### Exercise prompt
Please copy each line of the data that includes the string "ЦЭНТРАЛЬНАЯ".

Content starts

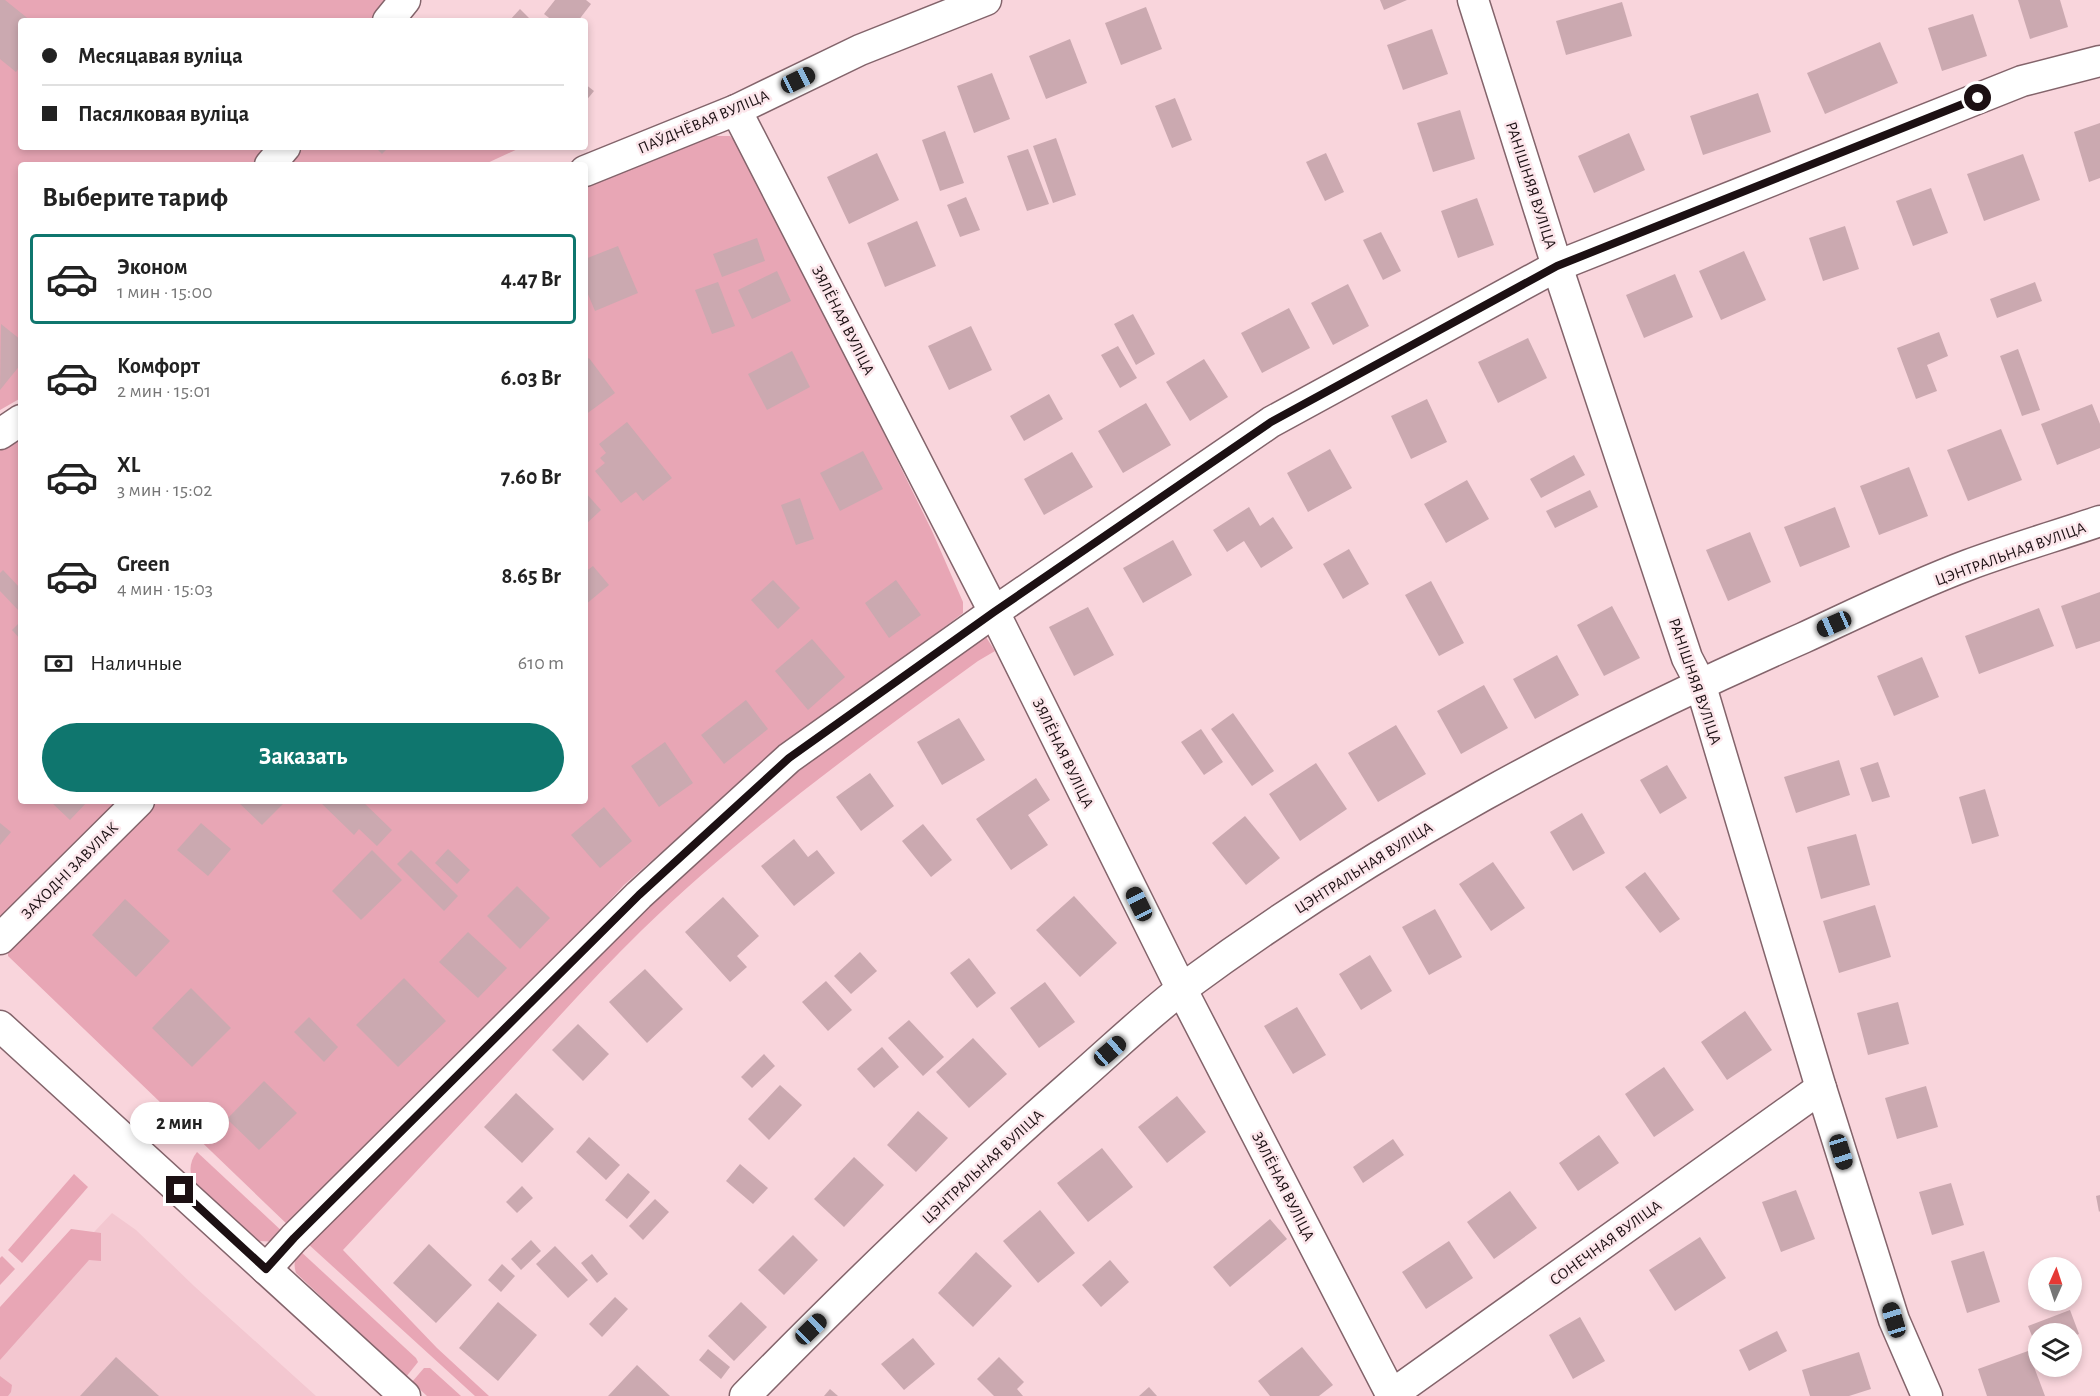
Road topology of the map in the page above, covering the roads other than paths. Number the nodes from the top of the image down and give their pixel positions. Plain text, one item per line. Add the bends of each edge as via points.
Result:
1 (405, 0) edge
2 (986, 0) edge
3 (1473, 0) edge
4 (390, 18) edge
5 (2100, 61) edge
6 (736, 110) junction
7 (282, 150) edge
8 (272, 162) edge
9 (588, 170) edge
10 (1557, 266) junction
11 (18, 422) edge
12 (0, 434) edge
13 (2100, 521) edge
14 (994, 612) junction
15 (1700, 683) junction
16 (136, 804) edge
17 (0, 939) edge
18 (1182, 990) junction
19 (0, 1026) edge
20 (1821, 1088) junction
21 (266, 1269) junction
22 (405, 1396) edge
23 (745, 1396) edge
24 (1391, 1396) edge
25 (1928, 1396) edge

1 - 4 street
2 - 6 street, ПАЎДНЁВАЯ ВУЛІЦА via 861,50
3 - 10 street, РАНІШНЯЯ ВУЛІЦА
5 - 10 street via 2022,81
6 - 9 street, ПАЎДНЁВАЯ ВУЛІЦА
6 - 14 street, ЗЯЛЁНАЯ ВУЛІЦА
7 - 8 street
10 - 14 street via 1271,422
10 - 15 street, РАНІШНЯЯ ВУЛІЦА via 1687,658
11 - 12 street
13 - 15 street, ЦЭНТРАЛЬНАЯ ВУЛІЦА via 1966,566
14 - 18 street, ЗЯЛЁНАЯ ВУЛІЦА
14 - 21 street via 789,758 639,895
15 - 18 street, ЦЭНТРАЛЬНАЯ ВУЛІЦА via 1473,799 1305,901
15 - 20 street, РАНІШНЯЯ ВУЛІЦА
16 - 17 street, ЗАХОДНІ ЗАВУЛАК
18 - 23 street, ЦЭНТРАЛЬНАЯ ВУЛІЦА via 995,1152
18 - 24 street, ЗЯЛЁНАЯ ВУЛІЦА
19 - 21 street
20 - 24 street, СОНЕЧНАЯ ВУЛІЦА
20 - 25 street, РАНІШНЯЯ ВУЛІЦА via 1894,1320
21 - 22 street

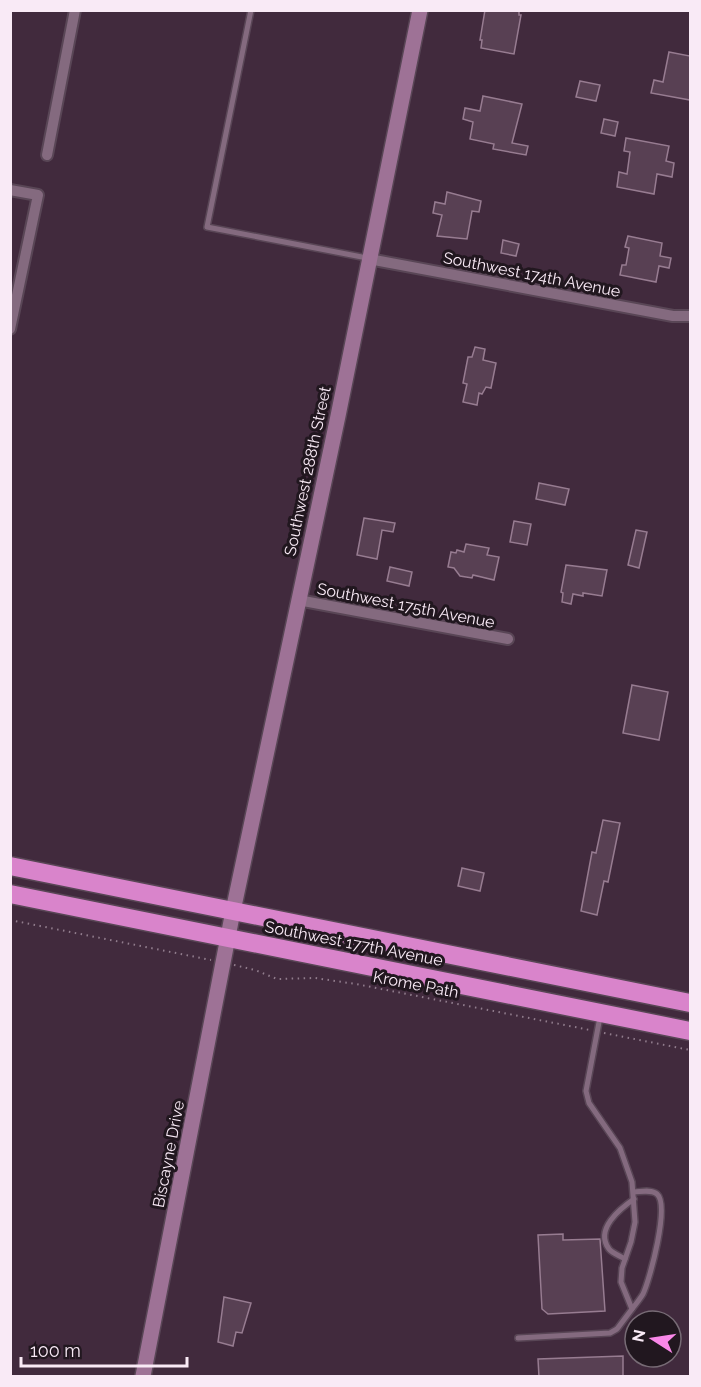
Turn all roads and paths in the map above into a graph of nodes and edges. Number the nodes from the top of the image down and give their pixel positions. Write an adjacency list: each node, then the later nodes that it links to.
1 (75, 10): 4 (street)
2 (251, 10): 6 (lane)
3 (420, 10): 6 (street, Southwest 288th Street)
4 (47, 155)
5 (10, 190): 8 (street)
6 (369, 259): 7 (street, Southwest 174th Avenue); 9 (street, Southwest 288th Street)
7 (690, 316)
8 (10, 329)
9 (298, 600): 10 (street, Southwest 175th Avenue); 13 (street, Southwest 288th Street)
10 (508, 639)
11 (10, 866): 13 (highway, Southwest 177th Avenue)
12 (10, 894): 15 (highway, Southwest 177th Avenue)
13 (233, 911): 15 (street, Southwest 288th Street); 18 (highway, Southwest 177th Avenue)
14 (10, 920): 16 (path)
15 (229, 938): 19 (highway, Southwest 177th Avenue); 30 (street, Biscayne Drive)
16 (202, 958)
17 (238, 965): 21 (path, Krome Path)
18 (690, 1003)
19 (601, 1013): 20 (highway, Southwest 177th Avenue); 24 (lane)
20 (690, 1030)
21 (591, 1031)
22 (604, 1033): 23 (path)
23 (690, 1050)
24 (634, 1192): 25 (lane); 27 (lane)
25 (634, 1199): 26 (lane); 26 (lane)
26 (625, 1259): 27 (lane)
27 (632, 1309)
28 (623, 1321): 29 (lane)
29 (518, 1338)
30 (143, 1377)

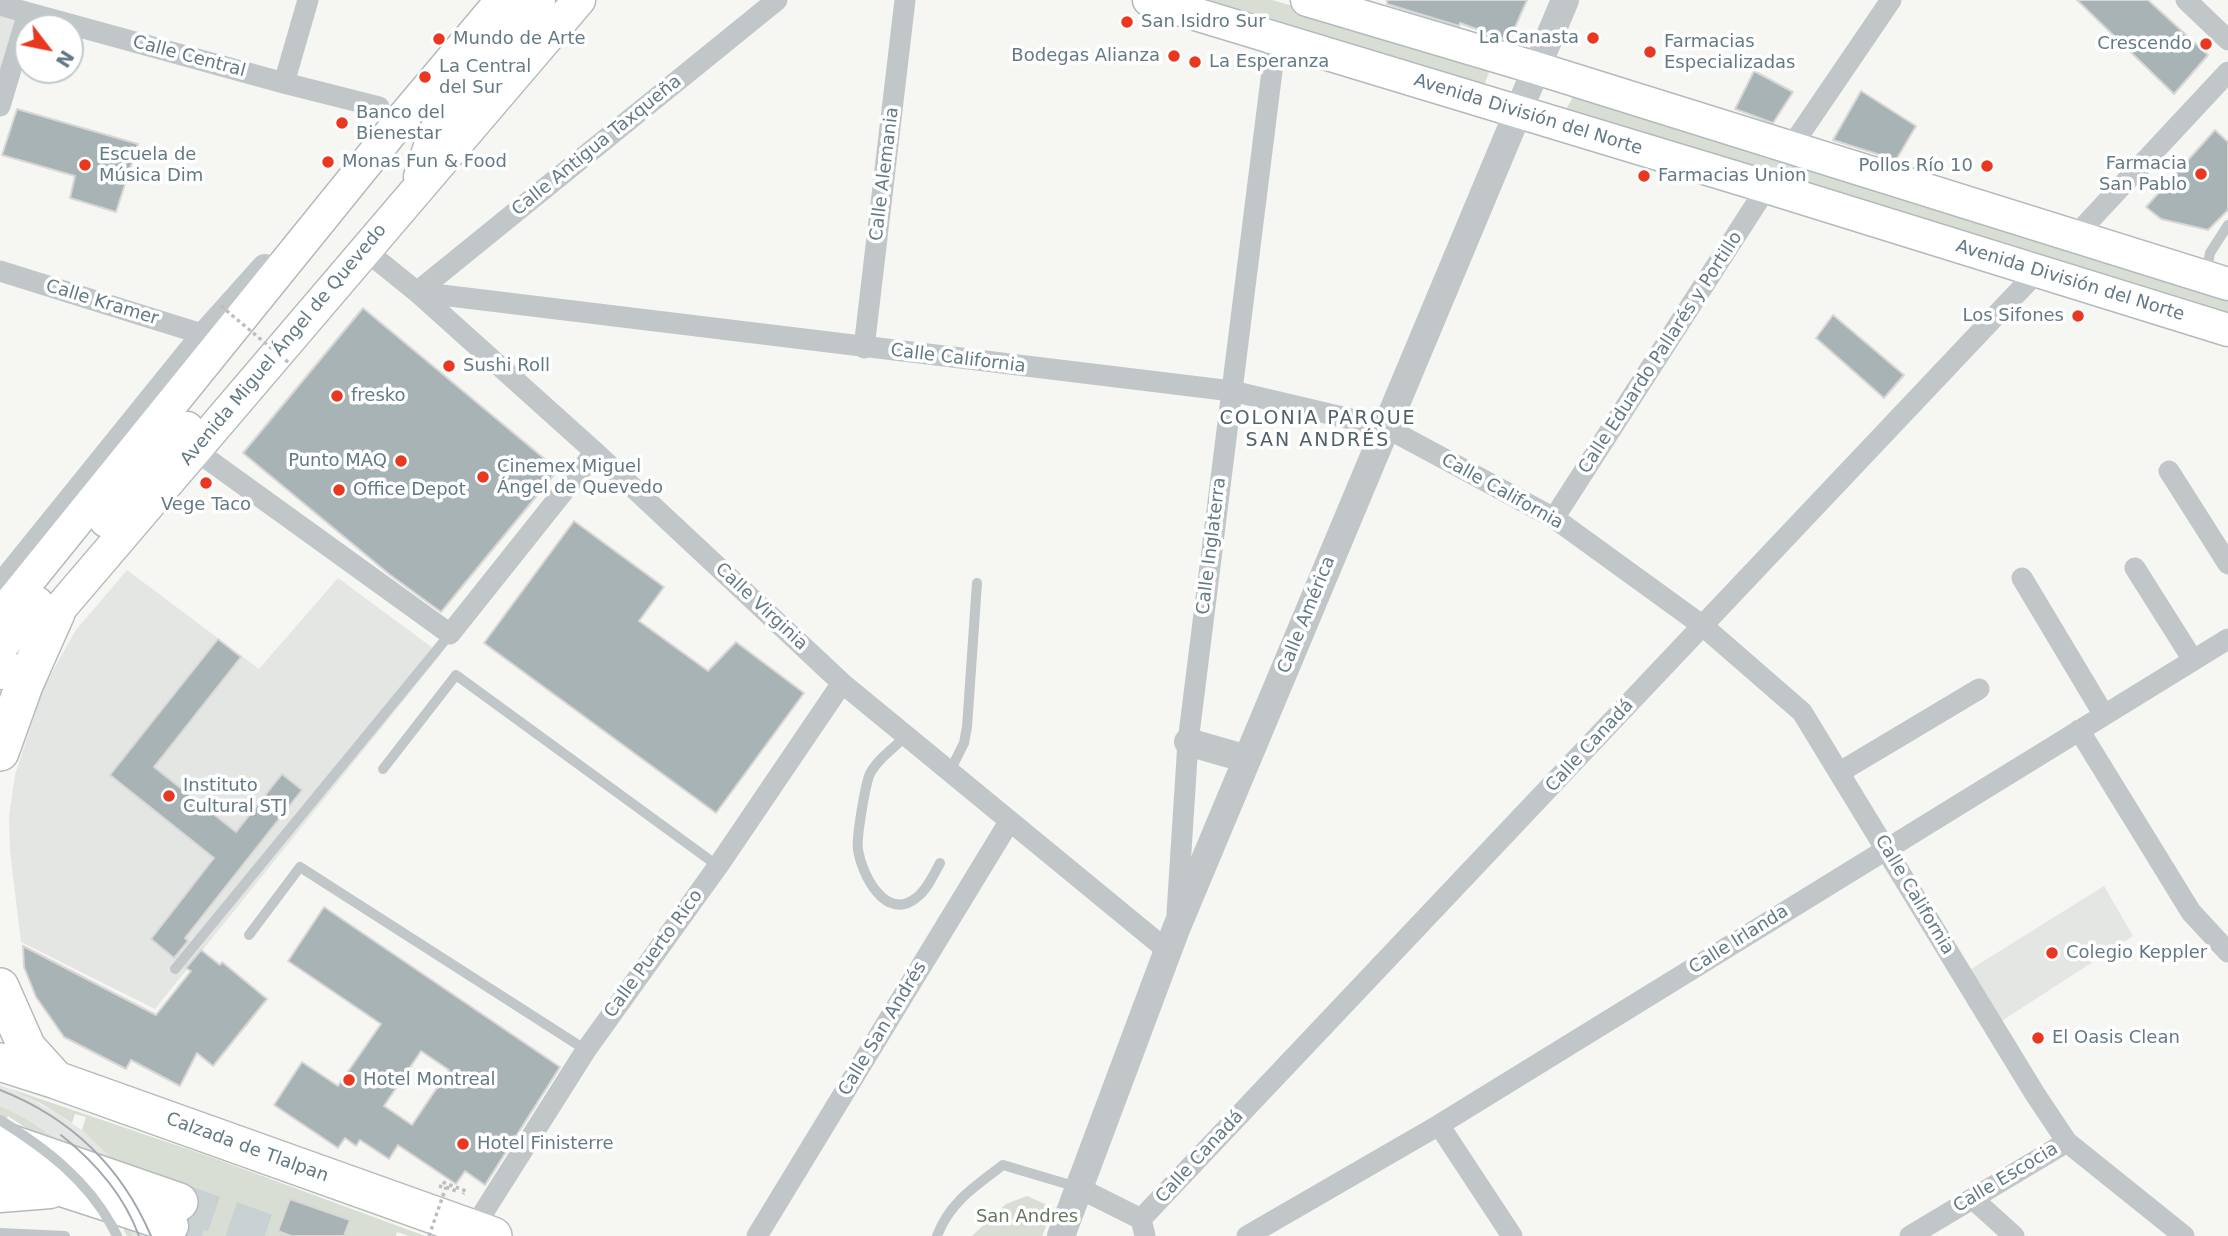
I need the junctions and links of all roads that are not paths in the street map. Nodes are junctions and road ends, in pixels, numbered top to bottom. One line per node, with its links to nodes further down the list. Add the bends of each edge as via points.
1 (308, 0): 18 (street)
2 (502, 0): 26 (main road)
3 (539, 0): 24 (main road, via 445,112)
4 (579, 0): 24 (main road, Avenida Miguel Ángel de Quevedo)
5 (777, 0): 32 (street, Calle Antigua Taxqueña)
6 (905, 0): 36 (street, Calle Alemania)
7 (1149, 0): 14 (main road, Avenida División del Norte)
8 (1307, 0): 16 (main road)
9 (1565, 0): 16 (street, Calle América)
10 (1891, 0): 22 (street)
11 (2186, 0): 15 (street)
12 (0, 5): 13 (street, Calle Central)
13 (28, 13): 18 (street, Calle Central); 19 (street)
14 (1276, 39): 21 (main road, Avenida División del Norte); 37 (street, Calle Inglaterra)
15 (2228, 40)
16 (1536, 68): 21 (street, Calle América); 22 (main road)
17 (2228, 72): 27 (street)
18 (284, 83): 20 (street, Calle Central)
19 (0, 106)
20 (379, 107)
21 (1518, 113): 23 (main road, Avenida División del Norte); 38 (street, Calle América)
22 (1791, 147): 27 (main road)
23 (1767, 187): 30 (main road, Avenida División del Norte); 42 (street, Calle Eduardo Pallarés y Portillo)
24 (415, 192): 28 (main road, Avenida Miguel Ángel de Quevedo)
25 (2228, 225): 31 (lane, via 2210,253)
26 (312, 232): 35 (street, via 280,253); 49 (main road)
27 (2076, 235): 31 (main road)
28 (365, 250): 32 (street, Calle Virginia); 33 (main road, Avenida Miguel Ángel de Quevedo)
29 (0, 271): 35 (street, Calle Kramer)
30 (2038, 271): 34 (main road, Avenida División del Norte); 50 (street, Calle Canadá)
31 (2217, 280)
32 (417, 292): 36 (street, Calle California); 40 (street, Calle Virginia)
33 (323, 300): 39 (main road, Avenida Miguel Ángel de Quevedo); 54 (main road, via 243,369 147,471)
34 (2228, 330)
35 (205, 335): 47 (street)
36 (864, 348): 37 (street, Calle California)
37 (1232, 391): 38 (street, Calle California); 61 (street, Calle Inglaterra)
38 (1385, 427): 42 (street, Calle California); 63 (street, Calle América)
39 (195, 450): 48 (main road, Avenida Miguel Ángel de Quevedo); 51 (street)
40 (595, 452): 51 (street); 55 (street, Calle Virginia)
41 (2169, 471): 43 (street)
42 (1554, 518): 50 (street, Calle California)
43 (2228, 564)
44 (2135, 568): 53 (street)
45 (2022, 578): 58 (street)
46 (977, 583): 66 (lane, via 967,727)
47 (0, 589)
48 (56, 613): 54 (main road, Avenida Miguel Ángel de Quevedo); 62 (highway)
49 (0, 616)
50 (1703, 626): 65 (street, Calle California, via 1802,712); 89 (street, Calle Canadá)
51 (450, 634): 74 (lane)
52 (2228, 639): 53 (street, Calle Irlanda)
53 (2193, 660): 58 (street, Calle Irlanda)
54 (5, 663): 57 (main road, Avenida Miguel Ángel de Quevedo)
55 (842, 683): 60 (street, Calle Virginia); 70 (street, Calle Puerto Rico)
56 (1979, 689): 65 (street)
57 (0, 698)
58 (2104, 715): 59 (street, Calle Irlanda)
59 (2080, 730): 68 (street, Calle Irlanda); 73 (street, via 2191,912)
60 (905, 736): 66 (street, Calle Virginia); 69 (lane, via 870,774 858,849 875,892 888,902 914,900)
61 (1188, 741): 63 (street); 72 (street, Calle Inglaterra)
62 (0, 752)
63 (1247, 759): 72 (street, Calle América)
64 (383, 769): 70 (lane, via 456,675)
65 (1840, 772): 68 (street, Calle California)
66 (949, 773): 67 (street, Calle Virginia)
67 (1009, 822): 72 (street, Calle Virginia); 94 (street, Calle San Andrés)
68 (1887, 849): 80 (street, Calle Irlanda); 82 (street, Calle California)
69 (940, 863)
70 (718, 866): 76 (street, Calle Puerto Rico)
71 (249, 935): 76 (lane, via 300,867)
72 (1172, 940): 84 (street, Calle América)
73 (2228, 952)
74 (176, 969)
75 (0, 987): 78 (highway, via 27,1048)
76 (586, 1050): 92 (street, Calle Puerto Rico)
77 (0, 1062): 78 (highway, Calzada de Tlalpan)
78 (56, 1080): 92 (highway, Calzada de Tlalpan)
79 (0, 1120): 90 (lane, bridge, via 75,1176)
80 (1439, 1125): 97 (street, Calle Irlanda); 98 (street)
81 (0, 1140): 88 (highway)
82 (2067, 1142): 87 (street, Calle Escocia); 101 (street, Calle California)
83 (0, 1170): 85 (main road)
84 (1080, 1189): 89 (street, Calle Canadá); 95 (lane, via 1003,1166 971,1189 944,1217); 96 (street, Calle América)
85 (66, 1191): 86 (main road); 88 (main road)
86 (0, 1196)
87 (1973, 1199): 99 (street, Calle Escocia); 100 (street)
88 (176, 1214)
89 (1143, 1227)
90 (115, 1231)
91 (0, 1233): 93 (lane)
92 (483, 1233)
93 (65, 1236)
94 (757, 1236)
95 (937, 1236)
96 (1061, 1236)
97 (1247, 1236)
98 (1512, 1236)
99 (1910, 1236)
100 (2014, 1236)
101 (2184, 1236)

Content ends

### Answer below
13 - 15 street, ЦЭНТРАЛЬНАЯ ВУЛІЦА via 1966,566
15 - 18 street, ЦЭНТРАЛЬНАЯ ВУЛІЦА via 1473,799 1305,901
18 - 23 street, ЦЭНТРАЛЬНАЯ ВУЛІЦА via 995,1152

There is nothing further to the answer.